§ **THE RECORDS**:
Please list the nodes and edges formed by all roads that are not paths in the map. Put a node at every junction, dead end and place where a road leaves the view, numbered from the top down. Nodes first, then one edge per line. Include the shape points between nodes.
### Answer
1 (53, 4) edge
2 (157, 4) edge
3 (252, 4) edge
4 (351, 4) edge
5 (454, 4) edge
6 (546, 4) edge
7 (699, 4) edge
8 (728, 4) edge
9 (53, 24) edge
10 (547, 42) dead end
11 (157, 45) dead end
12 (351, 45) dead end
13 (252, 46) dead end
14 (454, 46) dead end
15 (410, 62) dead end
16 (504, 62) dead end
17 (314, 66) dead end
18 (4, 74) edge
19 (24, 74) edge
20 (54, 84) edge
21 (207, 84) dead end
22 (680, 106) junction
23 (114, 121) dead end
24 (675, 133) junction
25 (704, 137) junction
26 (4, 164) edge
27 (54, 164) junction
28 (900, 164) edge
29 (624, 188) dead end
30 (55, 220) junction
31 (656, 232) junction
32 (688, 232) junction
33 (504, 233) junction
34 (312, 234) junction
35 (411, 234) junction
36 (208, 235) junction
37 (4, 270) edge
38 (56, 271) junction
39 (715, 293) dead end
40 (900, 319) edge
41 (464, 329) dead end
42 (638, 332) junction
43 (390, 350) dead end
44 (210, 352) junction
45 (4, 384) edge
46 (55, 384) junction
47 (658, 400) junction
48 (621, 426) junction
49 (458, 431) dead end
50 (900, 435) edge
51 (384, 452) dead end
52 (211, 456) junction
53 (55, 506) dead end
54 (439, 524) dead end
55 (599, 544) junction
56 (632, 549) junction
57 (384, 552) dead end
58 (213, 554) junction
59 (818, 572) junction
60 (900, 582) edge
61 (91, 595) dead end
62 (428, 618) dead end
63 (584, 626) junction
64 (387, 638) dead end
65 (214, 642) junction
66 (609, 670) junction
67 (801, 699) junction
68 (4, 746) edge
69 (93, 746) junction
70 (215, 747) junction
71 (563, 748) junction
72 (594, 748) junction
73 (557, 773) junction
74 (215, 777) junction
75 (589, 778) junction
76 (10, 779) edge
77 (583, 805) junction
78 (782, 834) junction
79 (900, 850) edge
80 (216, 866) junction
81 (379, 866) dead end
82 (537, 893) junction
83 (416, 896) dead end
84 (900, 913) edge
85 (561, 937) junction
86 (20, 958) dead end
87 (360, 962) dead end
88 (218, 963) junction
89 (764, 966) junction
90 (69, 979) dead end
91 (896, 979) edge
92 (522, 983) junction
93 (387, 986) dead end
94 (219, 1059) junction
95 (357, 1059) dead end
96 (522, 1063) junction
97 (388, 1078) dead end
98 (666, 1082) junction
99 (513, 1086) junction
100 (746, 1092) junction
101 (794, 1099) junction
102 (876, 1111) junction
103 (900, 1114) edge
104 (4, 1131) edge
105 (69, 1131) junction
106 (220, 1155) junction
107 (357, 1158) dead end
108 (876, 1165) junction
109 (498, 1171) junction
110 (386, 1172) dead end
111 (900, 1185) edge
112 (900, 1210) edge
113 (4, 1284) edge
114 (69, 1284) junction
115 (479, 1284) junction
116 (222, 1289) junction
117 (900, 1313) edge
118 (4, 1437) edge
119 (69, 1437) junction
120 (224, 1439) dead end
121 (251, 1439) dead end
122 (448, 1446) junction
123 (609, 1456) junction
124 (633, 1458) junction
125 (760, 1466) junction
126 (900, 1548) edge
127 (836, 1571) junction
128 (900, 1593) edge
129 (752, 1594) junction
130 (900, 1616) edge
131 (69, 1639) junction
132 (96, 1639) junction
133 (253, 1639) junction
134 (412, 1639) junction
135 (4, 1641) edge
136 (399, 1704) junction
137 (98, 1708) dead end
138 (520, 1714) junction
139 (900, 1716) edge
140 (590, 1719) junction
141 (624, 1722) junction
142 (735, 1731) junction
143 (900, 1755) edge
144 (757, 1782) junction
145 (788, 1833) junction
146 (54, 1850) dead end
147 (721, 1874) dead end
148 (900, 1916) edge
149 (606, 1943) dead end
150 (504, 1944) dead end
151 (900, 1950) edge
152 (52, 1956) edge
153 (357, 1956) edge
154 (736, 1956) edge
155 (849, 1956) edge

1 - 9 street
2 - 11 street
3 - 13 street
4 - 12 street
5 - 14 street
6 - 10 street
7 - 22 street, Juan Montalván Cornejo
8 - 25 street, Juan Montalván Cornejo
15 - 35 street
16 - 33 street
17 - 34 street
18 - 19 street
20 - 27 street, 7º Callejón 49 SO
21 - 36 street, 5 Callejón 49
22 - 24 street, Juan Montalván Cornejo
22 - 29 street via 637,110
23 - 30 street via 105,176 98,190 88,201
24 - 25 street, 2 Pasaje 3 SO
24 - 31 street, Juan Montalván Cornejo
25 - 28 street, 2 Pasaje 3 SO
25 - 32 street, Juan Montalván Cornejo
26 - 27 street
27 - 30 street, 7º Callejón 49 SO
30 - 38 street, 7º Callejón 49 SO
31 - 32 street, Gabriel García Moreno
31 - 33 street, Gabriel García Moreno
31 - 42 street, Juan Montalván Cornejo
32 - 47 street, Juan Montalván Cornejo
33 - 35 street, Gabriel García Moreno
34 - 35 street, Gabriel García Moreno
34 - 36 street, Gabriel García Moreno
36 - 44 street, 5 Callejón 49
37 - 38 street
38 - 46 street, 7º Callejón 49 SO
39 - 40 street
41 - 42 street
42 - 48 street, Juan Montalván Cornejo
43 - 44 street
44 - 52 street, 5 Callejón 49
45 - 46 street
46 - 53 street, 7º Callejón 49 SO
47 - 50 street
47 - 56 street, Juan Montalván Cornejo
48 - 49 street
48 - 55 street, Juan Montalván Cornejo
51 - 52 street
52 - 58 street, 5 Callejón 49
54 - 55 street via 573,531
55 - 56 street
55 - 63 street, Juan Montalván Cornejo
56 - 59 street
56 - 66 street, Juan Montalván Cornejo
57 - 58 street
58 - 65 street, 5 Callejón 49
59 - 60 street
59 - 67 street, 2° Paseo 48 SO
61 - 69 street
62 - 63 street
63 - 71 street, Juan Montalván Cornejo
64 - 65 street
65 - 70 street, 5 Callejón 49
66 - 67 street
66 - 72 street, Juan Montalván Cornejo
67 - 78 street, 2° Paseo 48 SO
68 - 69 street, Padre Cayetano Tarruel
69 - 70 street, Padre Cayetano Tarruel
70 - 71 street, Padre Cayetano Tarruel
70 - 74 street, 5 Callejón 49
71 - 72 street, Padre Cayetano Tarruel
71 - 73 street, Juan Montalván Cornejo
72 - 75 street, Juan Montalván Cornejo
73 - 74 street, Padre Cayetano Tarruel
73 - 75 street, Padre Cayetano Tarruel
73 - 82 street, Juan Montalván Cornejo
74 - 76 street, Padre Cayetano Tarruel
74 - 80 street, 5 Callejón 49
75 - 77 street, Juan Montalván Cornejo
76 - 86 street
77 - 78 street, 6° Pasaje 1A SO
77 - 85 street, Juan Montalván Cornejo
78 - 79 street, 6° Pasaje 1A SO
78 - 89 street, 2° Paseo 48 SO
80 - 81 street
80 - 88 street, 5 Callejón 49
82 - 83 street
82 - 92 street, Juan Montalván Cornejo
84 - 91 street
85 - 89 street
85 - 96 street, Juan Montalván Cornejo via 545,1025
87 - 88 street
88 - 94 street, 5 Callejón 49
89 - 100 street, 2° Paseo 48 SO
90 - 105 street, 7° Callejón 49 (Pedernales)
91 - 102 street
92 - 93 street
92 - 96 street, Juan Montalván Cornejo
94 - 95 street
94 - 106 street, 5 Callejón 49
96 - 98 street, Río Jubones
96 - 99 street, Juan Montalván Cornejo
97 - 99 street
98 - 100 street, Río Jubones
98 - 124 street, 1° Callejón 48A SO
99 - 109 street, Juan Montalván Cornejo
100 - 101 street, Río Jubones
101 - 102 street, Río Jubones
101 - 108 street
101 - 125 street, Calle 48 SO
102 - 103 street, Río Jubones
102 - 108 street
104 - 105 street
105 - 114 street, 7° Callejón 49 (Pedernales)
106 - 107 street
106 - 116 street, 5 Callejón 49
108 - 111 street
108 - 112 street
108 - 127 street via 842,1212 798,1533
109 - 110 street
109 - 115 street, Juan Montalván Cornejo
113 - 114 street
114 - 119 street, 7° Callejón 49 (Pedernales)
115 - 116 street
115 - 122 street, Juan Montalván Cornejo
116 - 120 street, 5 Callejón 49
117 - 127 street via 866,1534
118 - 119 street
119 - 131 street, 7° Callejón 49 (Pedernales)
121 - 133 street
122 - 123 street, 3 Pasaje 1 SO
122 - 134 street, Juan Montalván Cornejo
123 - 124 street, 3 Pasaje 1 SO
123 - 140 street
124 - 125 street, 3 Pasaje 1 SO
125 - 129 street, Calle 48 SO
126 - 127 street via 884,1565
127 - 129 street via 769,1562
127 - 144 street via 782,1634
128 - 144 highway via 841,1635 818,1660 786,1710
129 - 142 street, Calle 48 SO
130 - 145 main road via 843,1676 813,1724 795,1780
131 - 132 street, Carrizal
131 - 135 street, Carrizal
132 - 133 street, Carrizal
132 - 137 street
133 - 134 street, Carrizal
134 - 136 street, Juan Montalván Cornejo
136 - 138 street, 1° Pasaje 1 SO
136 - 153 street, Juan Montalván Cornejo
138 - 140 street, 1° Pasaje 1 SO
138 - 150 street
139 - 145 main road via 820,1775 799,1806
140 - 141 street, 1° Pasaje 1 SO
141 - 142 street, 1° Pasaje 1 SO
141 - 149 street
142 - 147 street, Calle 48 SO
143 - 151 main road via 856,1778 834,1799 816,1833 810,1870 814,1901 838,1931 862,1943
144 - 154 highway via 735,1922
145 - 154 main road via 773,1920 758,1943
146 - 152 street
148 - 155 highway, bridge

§ **ASSIGNMENT**:
Only the lines that hold the word "main" are wanted; each should be pulled from the records.

§ **RESPONSE**:
130 - 145 main road via 843,1676 813,1724 795,1780
139 - 145 main road via 820,1775 799,1806
143 - 151 main road via 856,1778 834,1799 816,1833 810,1870 814,1901 838,1931 862,1943
145 - 154 main road via 773,1920 758,1943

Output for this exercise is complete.